▶ **Exercise**
Repeat, exactly and completely, the entries shown underneath.
(Extracted entries begins)
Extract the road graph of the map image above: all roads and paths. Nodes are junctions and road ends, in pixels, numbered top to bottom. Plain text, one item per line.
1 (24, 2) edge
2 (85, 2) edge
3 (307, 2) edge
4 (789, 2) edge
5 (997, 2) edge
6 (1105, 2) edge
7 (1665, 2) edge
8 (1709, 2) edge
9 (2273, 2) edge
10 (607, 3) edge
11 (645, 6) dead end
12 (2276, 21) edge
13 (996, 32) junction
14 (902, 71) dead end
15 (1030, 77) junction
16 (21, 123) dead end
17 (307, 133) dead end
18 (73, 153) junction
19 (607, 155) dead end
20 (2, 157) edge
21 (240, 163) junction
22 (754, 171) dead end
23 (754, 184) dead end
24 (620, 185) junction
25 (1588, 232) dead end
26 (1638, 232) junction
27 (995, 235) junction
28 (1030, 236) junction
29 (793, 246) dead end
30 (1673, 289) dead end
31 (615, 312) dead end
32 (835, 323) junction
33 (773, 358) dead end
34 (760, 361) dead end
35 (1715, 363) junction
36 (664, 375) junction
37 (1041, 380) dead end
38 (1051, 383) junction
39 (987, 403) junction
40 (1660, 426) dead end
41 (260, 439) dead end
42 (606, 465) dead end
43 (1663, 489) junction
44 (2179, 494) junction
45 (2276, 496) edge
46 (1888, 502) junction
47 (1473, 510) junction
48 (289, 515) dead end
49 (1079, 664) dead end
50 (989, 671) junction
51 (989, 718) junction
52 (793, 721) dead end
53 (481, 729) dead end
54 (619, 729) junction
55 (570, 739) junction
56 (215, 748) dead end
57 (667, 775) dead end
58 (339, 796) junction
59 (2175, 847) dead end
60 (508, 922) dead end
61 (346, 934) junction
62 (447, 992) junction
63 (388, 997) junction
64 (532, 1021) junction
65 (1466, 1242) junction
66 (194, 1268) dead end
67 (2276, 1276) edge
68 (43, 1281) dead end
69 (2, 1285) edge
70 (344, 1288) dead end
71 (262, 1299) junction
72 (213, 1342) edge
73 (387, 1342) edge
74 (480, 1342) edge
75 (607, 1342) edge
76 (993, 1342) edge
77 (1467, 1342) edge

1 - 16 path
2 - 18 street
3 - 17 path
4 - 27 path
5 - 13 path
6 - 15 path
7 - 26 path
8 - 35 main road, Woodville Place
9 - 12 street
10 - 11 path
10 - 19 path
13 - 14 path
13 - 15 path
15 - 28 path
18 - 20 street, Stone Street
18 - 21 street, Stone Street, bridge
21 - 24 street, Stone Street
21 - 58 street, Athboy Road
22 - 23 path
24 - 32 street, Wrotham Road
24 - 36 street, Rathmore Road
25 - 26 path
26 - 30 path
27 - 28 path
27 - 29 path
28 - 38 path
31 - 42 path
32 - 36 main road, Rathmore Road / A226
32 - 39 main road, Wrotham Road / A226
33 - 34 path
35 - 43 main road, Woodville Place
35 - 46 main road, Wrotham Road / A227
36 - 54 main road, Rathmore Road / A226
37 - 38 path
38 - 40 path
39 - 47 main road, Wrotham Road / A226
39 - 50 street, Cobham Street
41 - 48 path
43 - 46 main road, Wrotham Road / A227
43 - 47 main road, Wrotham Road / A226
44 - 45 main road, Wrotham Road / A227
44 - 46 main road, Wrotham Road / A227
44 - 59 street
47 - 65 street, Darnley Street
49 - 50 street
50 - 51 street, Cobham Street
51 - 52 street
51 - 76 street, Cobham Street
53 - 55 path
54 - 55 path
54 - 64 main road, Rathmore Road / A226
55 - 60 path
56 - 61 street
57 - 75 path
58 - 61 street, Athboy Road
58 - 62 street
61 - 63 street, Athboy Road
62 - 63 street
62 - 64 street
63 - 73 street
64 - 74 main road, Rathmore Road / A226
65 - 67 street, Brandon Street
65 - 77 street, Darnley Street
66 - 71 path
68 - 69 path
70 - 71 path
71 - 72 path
(Extracted entries ends)
▶ **Answer to the exercise**
Extract the road graph of the map image above: all roads and paths. Nodes are junctions and road ends, in pixels, numbered top to bottom. Plain text, one item per line.
1 (24, 2) edge
2 (85, 2) edge
3 (307, 2) edge
4 (789, 2) edge
5 (997, 2) edge
6 (1105, 2) edge
7 (1665, 2) edge
8 (1709, 2) edge
9 (2273, 2) edge
10 (607, 3) edge
11 (645, 6) dead end
12 (2276, 21) edge
13 (996, 32) junction
14 (902, 71) dead end
15 (1030, 77) junction
16 (21, 123) dead end
17 (307, 133) dead end
18 (73, 153) junction
19 (607, 155) dead end
20 (2, 157) edge
21 (240, 163) junction
22 (754, 171) dead end
23 (754, 184) dead end
24 (620, 185) junction
25 (1588, 232) dead end
26 (1638, 232) junction
27 (995, 235) junction
28 (1030, 236) junction
29 (793, 246) dead end
30 (1673, 289) dead end
31 (615, 312) dead end
32 (835, 323) junction
33 (773, 358) dead end
34 (760, 361) dead end
35 (1715, 363) junction
36 (664, 375) junction
37 (1041, 380) dead end
38 (1051, 383) junction
39 (987, 403) junction
40 (1660, 426) dead end
41 (260, 439) dead end
42 (606, 465) dead end
43 (1663, 489) junction
44 (2179, 494) junction
45 (2276, 496) edge
46 (1888, 502) junction
47 (1473, 510) junction
48 (289, 515) dead end
49 (1079, 664) dead end
50 (989, 671) junction
51 (989, 718) junction
52 (793, 721) dead end
53 (481, 729) dead end
54 (619, 729) junction
55 (570, 739) junction
56 (215, 748) dead end
57 (667, 775) dead end
58 (339, 796) junction
59 (2175, 847) dead end
60 (508, 922) dead end
61 (346, 934) junction
62 (447, 992) junction
63 (388, 997) junction
64 (532, 1021) junction
65 (1466, 1242) junction
66 (194, 1268) dead end
67 (2276, 1276) edge
68 (43, 1281) dead end
69 (2, 1285) edge
70 (344, 1288) dead end
71 (262, 1299) junction
72 (213, 1342) edge
73 (387, 1342) edge
74 (480, 1342) edge
75 (607, 1342) edge
76 (993, 1342) edge
77 (1467, 1342) edge

1 - 16 path
2 - 18 street
3 - 17 path
4 - 27 path
5 - 13 path
6 - 15 path
7 - 26 path
8 - 35 main road, Woodville Place
9 - 12 street
10 - 11 path
10 - 19 path
13 - 14 path
13 - 15 path
15 - 28 path
18 - 20 street, Stone Street
18 - 21 street, Stone Street, bridge
21 - 24 street, Stone Street
21 - 58 street, Athboy Road
22 - 23 path
24 - 32 street, Wrotham Road
24 - 36 street, Rathmore Road
25 - 26 path
26 - 30 path
27 - 28 path
27 - 29 path
28 - 38 path
31 - 42 path
32 - 36 main road, Rathmore Road / A226
32 - 39 main road, Wrotham Road / A226
33 - 34 path
35 - 43 main road, Woodville Place
35 - 46 main road, Wrotham Road / A227
36 - 54 main road, Rathmore Road / A226
37 - 38 path
38 - 40 path
39 - 47 main road, Wrotham Road / A226
39 - 50 street, Cobham Street
41 - 48 path
43 - 46 main road, Wrotham Road / A227
43 - 47 main road, Wrotham Road / A226
44 - 45 main road, Wrotham Road / A227
44 - 46 main road, Wrotham Road / A227
44 - 59 street
47 - 65 street, Darnley Street
49 - 50 street
50 - 51 street, Cobham Street
51 - 52 street
51 - 76 street, Cobham Street
53 - 55 path
54 - 55 path
54 - 64 main road, Rathmore Road / A226
55 - 60 path
56 - 61 street
57 - 75 path
58 - 61 street, Athboy Road
58 - 62 street
61 - 63 street, Athboy Road
62 - 63 street
62 - 64 street
63 - 73 street
64 - 74 main road, Rathmore Road / A226
65 - 67 street, Brandon Street
65 - 77 street, Darnley Street
66 - 71 path
68 - 69 path
70 - 71 path
71 - 72 path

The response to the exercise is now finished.